Design Notes for dxaws-dns

This document captures the design intent and architectural rules for the dxaws-dns primitive.

The module is intentionally small: it exists to provide a stable, composable contract for managing DNS record sets in AWS Route 53 using declarative convergence.


Architectural Position in dxaws

dxaws-dns is a primitive module.

That means:

  • It exposes stable Python contracts.

  • Its public interfaces are immutable and only extendable.

  • It contains no orchestration beyond converging a single DNS record.

  • It is designed to be composed by higher-level modules (e.g., website/CDN orchestration).

In the dxaws stack, the rough layering looks like:

  • dxaws-core: shared session, provider base classes, o11y

  • dxaws-dns: DNS record primitives (this module)

  • higher-level modules: orchestration (CloudFront, websites, multi-account)


Core Pattern: Declarative Convergence

The core workflow is:

  1. Normalize desired (complete inputs; canonicalize)

  2. Read current (from provider)

  3. Plan (diff desired vs current)

  4. Apply (execute the plan)

  5. Return a result with an outcome:

    • noop if no changes were required

    • applied if AWS was mutated

The contract goal is deterministic behavior:

  • Apply once → applied

  • Apply again → noop

  • Introduce drift → applied

  • Re-apply → noop

This is validated via AWS-backed acceptance tests.


Layering

Models (contracts)

Models define the stable API surface and must not leak AWS/boto3 shapes.

  • DnsRecordDesired

  • DnsRecordCurrent

  • DnsRecordPlan

  • DnsManagerResult

Contract notes:

  • zone_name is the human-facing identifier and is always required.

  • zone_id is optional at call sites and may be resolved by the system.

Manager (orchestration + normalization)

The manager owns:

  • Input normalization (canonicalization)

  • Workflow orchestration (current → plan → apply)

  • Emitting o11y events (when enabled)

Normalization rules live here because:

  • It keeps the planner deterministic.

  • It prevents duplication across call sites (CLI, tests, orchestrators).

Planner (pure diff)

The planner:

  • Takes (desired, current)

  • Produces a plan

  • Must be side-effect free (no AWS calls)

Executor (mutation)

The executor:

  • Takes a plan

  • Calls provider write operations

  • Must not perform input enrichment (e.g., resolving zone_id)

Provider (AWS isolation)

The provider is the only layer that should:

  • Touch boto3

  • Encode AWS/Route 53 quirks

The provider surface should stay small and explicit.


Canonicalization Rules

These are the canonicalization rules that make diffs stable and idempotency real.

Hosted zone identity

Callers provide:

  • zone_name (e.g., dev.dxaws.com)

The system may resolve:

  • zone_id via provider.resolve_zone_id(zone_name=...)

This keeps AWS implementation details out of call sites.

Record names

Record names are normalized to a fully-qualified name based on zone_name.

Example:

  • record_name="_test" + zone_name="dev.dxaws.com"

  • becomes "_test.dev.dxaws.com."

Record types

Record types are normalized to uppercase.

TXT values (quoting)

Route 53 returns TXT values wrapped in double quotes.

To keep diffs stable:

  • Desired TXT values are normalized to quoted form.

  • Provider write operations also normalize to quoted form.

This ensures that a second apply becomes noop.

CNAME targets

Route 53 stores DNS names with a trailing dot.

Callers should prefer canonical targets (e.g., example.com.).
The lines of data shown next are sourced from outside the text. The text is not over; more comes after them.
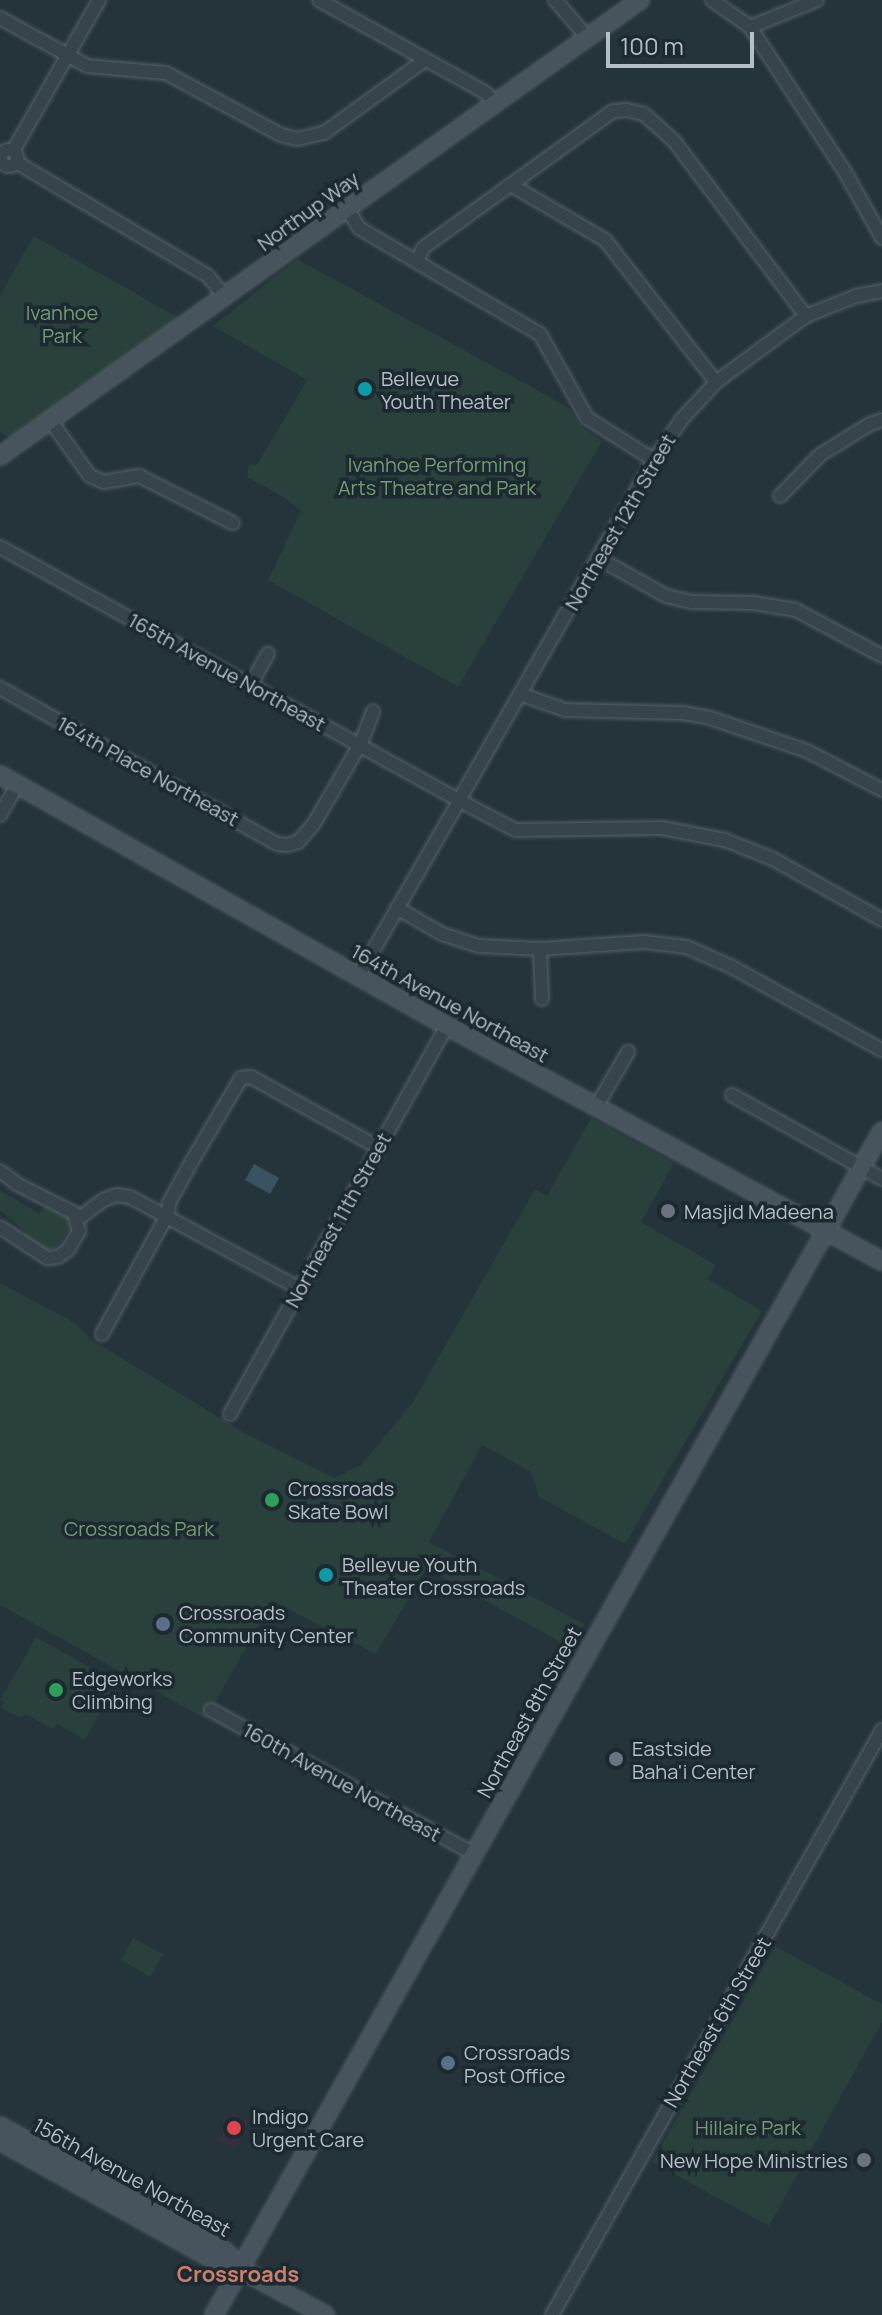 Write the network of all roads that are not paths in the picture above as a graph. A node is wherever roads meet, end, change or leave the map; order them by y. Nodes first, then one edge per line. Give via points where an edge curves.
1 (99, 0) edge
2 (319, 0) edge
3 (555, 0) edge
4 (640, 0) edge
5 (712, 0) edge
6 (817, 0) edge
7 (0, 18) edge
8 (750, 27) junction
9 (587, 37) junction
10 (67, 55) junction
11 (425, 60) junction
12 (494, 103) junction
13 (6, 160) edge
14 (511, 185) junction
15 (347, 208) junction
16 (882, 238) edge
17 (417, 261) junction
18 (882, 291) edge
19 (224, 296) junction
20 (806, 316) junction
21 (716, 382) junction
22 (50, 420) junction
23 (882, 420) edge
24 (0, 456) edge
25 (654, 460) junction
26 (780, 496) dead end
27 (233, 523) dead end
28 (0, 547) edge
29 (598, 558) junction
30 (268, 654) dead end
31 (882, 656) edge
32 (250, 686) junction
33 (0, 688) edge
34 (520, 694) junction
35 (373, 711) dead end
36 (361, 743) junction
37 (0, 775) edge
38 (17, 785) junction
39 (882, 790) edge
40 (460, 801) junction
41 (0, 815) edge
42 (397, 908) junction
43 (882, 920) edge
44 (540, 949) junction
45 (359, 975) junction
46 (542, 999) dead end
47 (447, 1026) junction
48 (882, 1050) edge
49 (628, 1052) dead end
50 (732, 1095) dead end
51 (596, 1107) junction
52 (882, 1131) edge
53 (379, 1148) junction
54 (861, 1168) junction
55 (0, 1171) edge
56 (882, 1179) edge
57 (168, 1214) junction
58 (78, 1219) junction
59 (0, 1227) edge
60 (824, 1231) junction
61 (882, 1261) edge
62 (300, 1289) junction
63 (102, 1334) dead end
64 (230, 1414) dead end
65 (211, 1710) dead end
66 (882, 1730) edge
67 (472, 1853) junction
68 (0, 2126) edge
69 (0, 2141) edge
70 (240, 2269) junction
71 (214, 2315) edge
72 (325, 2315) edge
73 (552, 2315) edge

1 - 10 street
2 - 11 street
3 - 9 street
4 - 9 street, Northup Way
5 - 8 street
6 - 8 street
7 - 10 street
8 - 16 street
9 - 12 street, Northup Way
10 - 11 street via 87,66 166,73 281,135 307,139 324,133
10 - 13 street
11 - 12 street via 486,93
12 - 15 street, Northup Way
13 - 19 street via 208,276
14 - 17 street via 423,248
14 - 20 street via 613,111 644,114 674,141
14 - 21 street via 605,240
15 - 17 street via 359,228
15 - 19 street, Northup Way
17 - 25 street via 540,334 587,418
18 - 20 street, Northeast 12th Street
19 - 22 street, Northup Way
20 - 21 street, Northeast 12th Street
21 - 25 street, Northeast 12th Street
22 - 24 street, Northup Way
22 - 27 street via 90,476 104,482 139,476
23 - 26 street via 820,455
25 - 29 street, Northeast 12th Street
28 - 32 street, 165th Avenue Northeast
29 - 31 street via 666,596 796,610
29 - 34 street, Northeast 12th Street
30 - 32 street
32 - 36 street, 165th Avenue Northeast
33 - 36 street, 164th Place Northeast via 277,844 298,842 313,825
34 - 39 street via 565,710 683,713 766,734
34 - 40 street, Northeast 12th Street
35 - 36 street
36 - 40 street, 165th Avenue Northeast
37 - 38 street, 164th Avenue Northeast
38 - 41 street
38 - 45 street, 164th Avenue Northeast
40 - 42 street, Northeast 12th Street
40 - 43 street, 165th Avenue Northeast via 515,830 662,828 725,840 773,859
42 - 44 street via 461,941
42 - 45 street, Northeast 12th Street
44 - 46 street
44 - 48 street via 645,942 687,947
45 - 47 street, 164th Avenue Northeast
47 - 51 street, 164th Avenue Northeast
47 - 53 street, Northeast 11th Street
49 - 51 street
50 - 54 street
51 - 60 street, 164th Avenue Northeast
52 - 54 street, Northeast 8th Street
53 - 57 street via 251,1077 241,1078 169,1203
53 - 62 street, Northeast 11th Street
54 - 56 street
54 - 60 street, Northeast 8th Street
55 - 58 street
57 - 58 street via 117,1195
57 - 62 street
57 - 63 street
58 - 59 street via 79,1231 58,1257 47,1258
60 - 61 street, 164th Avenue Northeast
60 - 67 street, Northeast 8th Street
62 - 64 street, Northeast 11th Street
65 - 67 street, 160th Avenue Northeast
66 - 73 street, Northeast 6th Street
67 - 70 street, Northeast 8th Street
68 - 70 street, 156th Avenue Northeast via 226,2252
69 - 70 street, 156th Avenue Northeast via 220,2263
70 - 71 street, Northeast 8th Street
70 - 72 street, 156th Avenue Northeast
The planner operates on the normalized values.


Acceptance Tests as Contract Tests

Acceptance tests in this module are treated as contract tests.

They validate:

  • Create / read / delete lifecycle

  • Idempotency (noop on second apply)

  • TTL drift detection + correction

  • Multiple record types (TXT, A, CNAME)

Safety features:

  • Tests are opt-in (DXAWS_AWS_TESTS=1).

  • Tests require explicit zone confirmation (DXAWS_ACCEPTANCE_CONFIRM).

  • Tests print AWS identity before mutation.

  • Tests clean up after themselves and verify deletion.


Tradeoffs and Intentional Limitations

  • This module focuses on record sets, not zone provisioning.

  • It avoids complex routing policies (weighted, latency, geo) until the core contracts are proven.

  • It intentionally prefers explicit, composable APIs over convenience wrappers.

If/when the module expands, it should do so by extending interfaces rather than changing existing fields or semantics.


Extensibility Guidelines

When extending this module:

  • Prefer adding new optional fields to DnsRecordDesired over changing meaning.

  • Keep planner logic deterministic and side-effect free.

  • Put AWS quirks in the provider and canonicalization in the manager.

  • Add acceptance coverage for any new record type or behavior.